"""

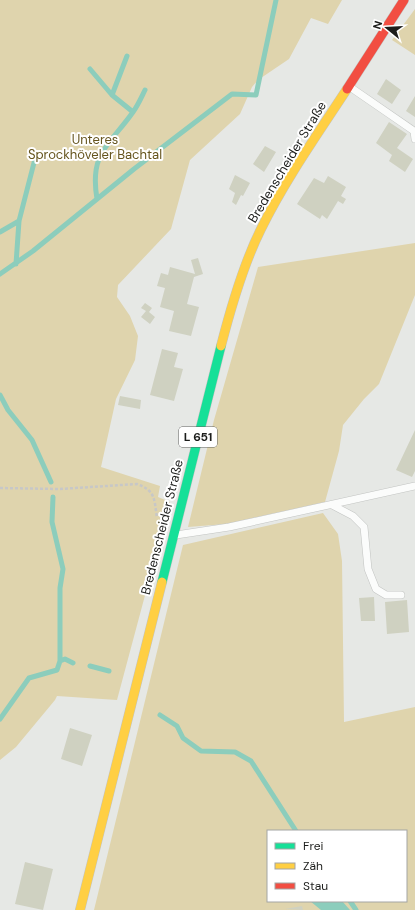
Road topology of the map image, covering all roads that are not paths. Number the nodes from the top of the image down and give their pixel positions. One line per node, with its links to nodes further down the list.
1 (404, 0): 2 (main road, Bredenscheider Straße / L 651)
2 (348, 86): 3 (lane); 6 (main road, Bredenscheider Straße / L 651)
3 (415, 139)
4 (415, 486): 5 (lane)
5 (332, 505): 6 (lane); 7 (lane)
6 (173, 536): 8 (main road, Bredenscheider Straße / L 651)
7 (400, 594)
8 (80, 910)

"""

What needs to be done:
All of the data must be set down exactly, with no pictures included.

Problem solution:
Road topology of the map image, covering all roads that are not paths. Number the nodes from the top of the image down and give their pixel positions. One line per node, with its links to nodes further down the list.
1 (404, 0): 2 (main road, Bredenscheider Straße / L 651)
2 (348, 86): 3 (lane); 6 (main road, Bredenscheider Straße / L 651)
3 (415, 139)
4 (415, 486): 5 (lane)
5 (332, 505): 6 (lane); 7 (lane)
6 (173, 536): 8 (main road, Bredenscheider Straße / L 651)
7 (400, 594)
8 (80, 910)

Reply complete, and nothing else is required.